TRY IT:
Look over the lines below. Report each one that includes the string "Kibonge".

RECORDS FOR PROCESSING:

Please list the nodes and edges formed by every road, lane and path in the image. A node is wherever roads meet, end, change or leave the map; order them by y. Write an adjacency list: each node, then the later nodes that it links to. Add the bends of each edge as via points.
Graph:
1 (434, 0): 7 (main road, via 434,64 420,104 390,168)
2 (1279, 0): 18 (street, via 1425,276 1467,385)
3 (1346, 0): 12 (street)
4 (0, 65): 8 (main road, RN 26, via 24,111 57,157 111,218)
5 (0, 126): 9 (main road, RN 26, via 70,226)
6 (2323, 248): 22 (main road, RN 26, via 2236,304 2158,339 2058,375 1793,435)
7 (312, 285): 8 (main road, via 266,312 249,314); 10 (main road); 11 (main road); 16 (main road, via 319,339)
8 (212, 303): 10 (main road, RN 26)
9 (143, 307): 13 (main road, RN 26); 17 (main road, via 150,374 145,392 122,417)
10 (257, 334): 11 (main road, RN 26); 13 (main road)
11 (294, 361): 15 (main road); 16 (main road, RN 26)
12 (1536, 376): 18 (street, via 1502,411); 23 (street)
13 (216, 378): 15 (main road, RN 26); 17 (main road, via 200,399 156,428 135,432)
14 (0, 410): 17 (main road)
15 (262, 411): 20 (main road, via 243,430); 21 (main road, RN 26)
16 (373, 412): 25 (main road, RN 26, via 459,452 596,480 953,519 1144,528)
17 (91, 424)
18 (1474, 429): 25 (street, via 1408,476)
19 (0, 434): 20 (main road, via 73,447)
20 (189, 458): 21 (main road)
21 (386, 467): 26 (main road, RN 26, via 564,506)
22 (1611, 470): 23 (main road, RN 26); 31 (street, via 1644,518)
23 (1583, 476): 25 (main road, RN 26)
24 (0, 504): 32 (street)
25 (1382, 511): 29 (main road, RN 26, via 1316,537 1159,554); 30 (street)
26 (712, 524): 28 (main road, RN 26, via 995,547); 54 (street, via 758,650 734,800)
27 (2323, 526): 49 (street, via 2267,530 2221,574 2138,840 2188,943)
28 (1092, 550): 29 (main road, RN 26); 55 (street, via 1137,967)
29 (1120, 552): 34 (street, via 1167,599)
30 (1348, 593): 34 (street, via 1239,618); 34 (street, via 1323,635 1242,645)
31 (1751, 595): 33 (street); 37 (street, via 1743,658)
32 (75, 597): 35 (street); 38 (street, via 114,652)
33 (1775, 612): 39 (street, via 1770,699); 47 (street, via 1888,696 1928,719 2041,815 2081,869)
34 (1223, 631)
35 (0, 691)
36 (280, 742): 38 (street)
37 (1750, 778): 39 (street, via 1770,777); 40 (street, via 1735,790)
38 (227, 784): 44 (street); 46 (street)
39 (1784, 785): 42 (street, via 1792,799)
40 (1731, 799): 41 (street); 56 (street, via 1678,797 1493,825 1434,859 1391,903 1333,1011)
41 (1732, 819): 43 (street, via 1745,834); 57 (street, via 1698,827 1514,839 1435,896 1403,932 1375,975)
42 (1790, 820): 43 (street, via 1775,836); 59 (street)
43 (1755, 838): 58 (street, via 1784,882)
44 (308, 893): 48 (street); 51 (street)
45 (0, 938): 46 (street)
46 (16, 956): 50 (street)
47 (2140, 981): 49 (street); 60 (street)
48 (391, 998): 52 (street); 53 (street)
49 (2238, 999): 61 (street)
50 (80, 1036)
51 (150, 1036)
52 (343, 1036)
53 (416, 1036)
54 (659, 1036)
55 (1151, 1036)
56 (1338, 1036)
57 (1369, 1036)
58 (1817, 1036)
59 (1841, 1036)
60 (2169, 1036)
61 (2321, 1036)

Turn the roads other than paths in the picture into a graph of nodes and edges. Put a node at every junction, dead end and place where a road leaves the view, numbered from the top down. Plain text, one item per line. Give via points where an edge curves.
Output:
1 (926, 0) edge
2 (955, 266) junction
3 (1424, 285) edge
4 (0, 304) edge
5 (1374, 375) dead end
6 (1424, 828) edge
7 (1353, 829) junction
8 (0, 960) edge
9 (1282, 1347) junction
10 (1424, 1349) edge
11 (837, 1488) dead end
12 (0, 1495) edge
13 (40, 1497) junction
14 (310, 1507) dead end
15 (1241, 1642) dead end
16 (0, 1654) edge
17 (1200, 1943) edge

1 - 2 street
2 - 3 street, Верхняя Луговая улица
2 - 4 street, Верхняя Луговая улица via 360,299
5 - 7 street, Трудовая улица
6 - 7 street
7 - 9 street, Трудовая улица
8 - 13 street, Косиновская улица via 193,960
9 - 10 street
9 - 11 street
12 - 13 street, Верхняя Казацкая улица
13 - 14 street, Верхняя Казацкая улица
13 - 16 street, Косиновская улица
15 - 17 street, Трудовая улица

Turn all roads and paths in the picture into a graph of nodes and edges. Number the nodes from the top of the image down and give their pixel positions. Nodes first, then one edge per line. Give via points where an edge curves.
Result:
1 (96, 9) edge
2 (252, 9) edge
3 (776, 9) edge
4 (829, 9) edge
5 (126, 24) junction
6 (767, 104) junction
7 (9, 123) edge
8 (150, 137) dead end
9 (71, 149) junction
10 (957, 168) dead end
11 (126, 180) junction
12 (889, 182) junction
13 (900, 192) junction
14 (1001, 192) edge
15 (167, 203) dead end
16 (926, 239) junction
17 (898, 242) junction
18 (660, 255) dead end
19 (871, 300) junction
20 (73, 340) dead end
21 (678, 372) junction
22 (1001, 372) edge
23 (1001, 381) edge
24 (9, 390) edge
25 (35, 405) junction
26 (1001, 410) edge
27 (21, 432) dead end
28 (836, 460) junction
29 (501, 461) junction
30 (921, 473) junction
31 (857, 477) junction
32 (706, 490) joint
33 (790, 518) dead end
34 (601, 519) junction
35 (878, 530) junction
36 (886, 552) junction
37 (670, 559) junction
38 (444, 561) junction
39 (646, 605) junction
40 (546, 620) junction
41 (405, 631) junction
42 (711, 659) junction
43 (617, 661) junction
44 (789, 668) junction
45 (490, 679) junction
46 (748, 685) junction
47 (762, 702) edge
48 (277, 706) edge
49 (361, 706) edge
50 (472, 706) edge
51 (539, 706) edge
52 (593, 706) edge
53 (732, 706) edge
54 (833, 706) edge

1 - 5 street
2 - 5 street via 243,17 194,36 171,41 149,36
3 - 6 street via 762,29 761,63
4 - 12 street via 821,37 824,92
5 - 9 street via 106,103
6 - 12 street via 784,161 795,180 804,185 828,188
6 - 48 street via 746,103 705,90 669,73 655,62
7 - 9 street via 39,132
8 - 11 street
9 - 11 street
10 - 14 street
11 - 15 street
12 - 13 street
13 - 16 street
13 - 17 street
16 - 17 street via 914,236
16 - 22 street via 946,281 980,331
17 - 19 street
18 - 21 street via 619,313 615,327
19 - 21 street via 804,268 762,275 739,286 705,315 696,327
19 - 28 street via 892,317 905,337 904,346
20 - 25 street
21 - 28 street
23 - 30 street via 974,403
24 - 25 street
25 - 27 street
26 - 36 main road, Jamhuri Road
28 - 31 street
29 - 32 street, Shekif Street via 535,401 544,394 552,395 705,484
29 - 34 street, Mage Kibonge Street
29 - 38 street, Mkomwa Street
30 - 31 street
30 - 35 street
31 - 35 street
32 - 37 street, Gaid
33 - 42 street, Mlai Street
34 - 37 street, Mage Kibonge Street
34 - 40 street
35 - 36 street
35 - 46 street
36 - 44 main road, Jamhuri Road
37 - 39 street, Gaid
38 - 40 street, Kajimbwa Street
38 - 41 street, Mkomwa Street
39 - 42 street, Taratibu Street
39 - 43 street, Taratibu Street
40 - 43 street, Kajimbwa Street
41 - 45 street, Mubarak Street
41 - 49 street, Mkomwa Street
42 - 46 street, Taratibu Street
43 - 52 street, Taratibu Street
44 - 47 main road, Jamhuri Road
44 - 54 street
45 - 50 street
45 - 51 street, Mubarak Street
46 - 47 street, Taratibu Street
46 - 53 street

YOUR RESPONSE:
29 - 34 street, Mage Kibonge Street
34 - 37 street, Mage Kibonge Street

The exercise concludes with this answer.